The Great Lakes Forest

An Environmental and Social History

Susan L. Flader, editor

The Great Lakes Forest was first published in 1983.

The upper Great Lakes region is an area with a common natural and human history in which the forest has been a prime factor. Known as the Laurentian Mixed Forest in the United States (it is a mix of coniferous and deciduous trees) and the Great Lakes-St. Lawrence Forest in Canada, it was subject to massive exploitation in the second half of the nineteenth century, when loggers cleared the forest’s pines to build the railroads, farms, and cities of the Middle West. Another distinctive trait of the region is the fact that it lies north of the effective limits of agriculture. Generations of native Woodland Indians adapted to life in the forest, but the failure of white settlers to understand the area’s agricultural limitations resulted in decades of wrenching social and institutional adjustment in the twentieth century.

The 18 papers in this book were written in an effort to understand the relation between social and environmental change in the Great Lakes forest, a region that includes northern Michigan, Wisconsin and Minnesota and adjacent parts of Ontario. Contributors from the biological and social sciences, the humanities, and the management professions view the forest as a dynamic ecosystem that includes people, with their attitudes and institutions, as well as forest vegetation, waters, and wildlife.
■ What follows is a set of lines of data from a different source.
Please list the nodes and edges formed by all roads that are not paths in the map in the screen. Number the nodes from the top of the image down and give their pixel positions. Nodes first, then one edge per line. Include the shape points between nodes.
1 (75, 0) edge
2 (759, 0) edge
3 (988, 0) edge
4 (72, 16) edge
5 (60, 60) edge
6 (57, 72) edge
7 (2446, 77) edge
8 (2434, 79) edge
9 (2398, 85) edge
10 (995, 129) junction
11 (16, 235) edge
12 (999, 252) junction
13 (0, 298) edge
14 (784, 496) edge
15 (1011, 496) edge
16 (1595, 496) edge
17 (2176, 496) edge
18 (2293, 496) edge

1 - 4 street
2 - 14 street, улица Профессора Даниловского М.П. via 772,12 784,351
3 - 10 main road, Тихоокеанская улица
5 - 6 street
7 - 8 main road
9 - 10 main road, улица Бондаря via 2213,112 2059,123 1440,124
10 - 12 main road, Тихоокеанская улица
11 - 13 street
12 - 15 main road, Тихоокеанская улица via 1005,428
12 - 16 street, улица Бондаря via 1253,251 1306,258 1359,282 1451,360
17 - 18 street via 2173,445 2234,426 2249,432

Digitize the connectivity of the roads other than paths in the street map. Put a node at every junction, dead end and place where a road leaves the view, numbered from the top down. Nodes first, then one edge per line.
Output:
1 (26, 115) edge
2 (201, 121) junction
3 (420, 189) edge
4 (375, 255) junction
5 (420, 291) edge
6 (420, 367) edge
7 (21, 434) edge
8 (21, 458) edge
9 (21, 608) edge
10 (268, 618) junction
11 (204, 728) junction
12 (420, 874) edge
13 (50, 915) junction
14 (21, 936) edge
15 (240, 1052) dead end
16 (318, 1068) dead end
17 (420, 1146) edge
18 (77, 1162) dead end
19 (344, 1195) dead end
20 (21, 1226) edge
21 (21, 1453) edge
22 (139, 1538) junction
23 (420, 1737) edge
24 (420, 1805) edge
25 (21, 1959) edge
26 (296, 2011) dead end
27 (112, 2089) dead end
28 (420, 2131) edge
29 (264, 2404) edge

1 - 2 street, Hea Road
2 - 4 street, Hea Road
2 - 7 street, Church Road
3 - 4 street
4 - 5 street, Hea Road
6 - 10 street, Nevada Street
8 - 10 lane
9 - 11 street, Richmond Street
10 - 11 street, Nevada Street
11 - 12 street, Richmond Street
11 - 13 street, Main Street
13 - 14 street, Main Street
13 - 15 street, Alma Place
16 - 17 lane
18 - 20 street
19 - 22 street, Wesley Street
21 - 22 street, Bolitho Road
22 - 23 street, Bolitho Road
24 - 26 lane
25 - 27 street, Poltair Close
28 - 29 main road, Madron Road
This multidisciplinary approach provides fresh and provocative insights into the history of the region.

An introductory chapter by Susan Flader explores the concept of the dynamic ecosystem, contrasting it with earlier notions of human-environmental relations and showing how the concept serves as the book’s organizing principles. The first if five major sections describes the Great Lakes forest from the perspective of the biological sciences and examines processes of change in vegetation and wildlife over time. These authors agree that human disturbance of the forest has had irreversible effects that now lock us into continued management in order to avoid even more costly and destructive changes in the ecosystem. Papers in the second section deal with the relationship of the Menominee Indians of Wisconsin to their forest homeland. The Indians have tenaciously protected this forest from dismemberment and exploitative logging, and today it remains the largest block of old-growth timber in the Lake States.

The economic, social, and public policy implications of the logging era and its aftermath are examined in a section which also points to the contrast between land-use and resource policy in the U.S. and Canadian portions of the forest. “Status and Prospects” looks at present and future land use in the forest, and a final section, “Perceptions and Values,” is a fascinating evaluation of human attitudes towards the forest.

The Great Lakes Forest is published in association with the Forest History Society.

Susan L. Flader received her Ph.D. in history and humanities at Stanford University in 1971. She has taught at the Institute for Environmental Studies at the University of Wisconsin-Madison and is now Professor Emerita of History at the University of Missouri-Columbia. Flader’s research and teaching interests center upon the history of the American West and environmental history. She is the author of Thinking like a Mountain: Aldo Leopold and the Evolution of an Ecological Attitude Toward Deer, Wolves, and Forests and, with photographer Charles Steinhacker, of The Sand Country of Aldo Leopold.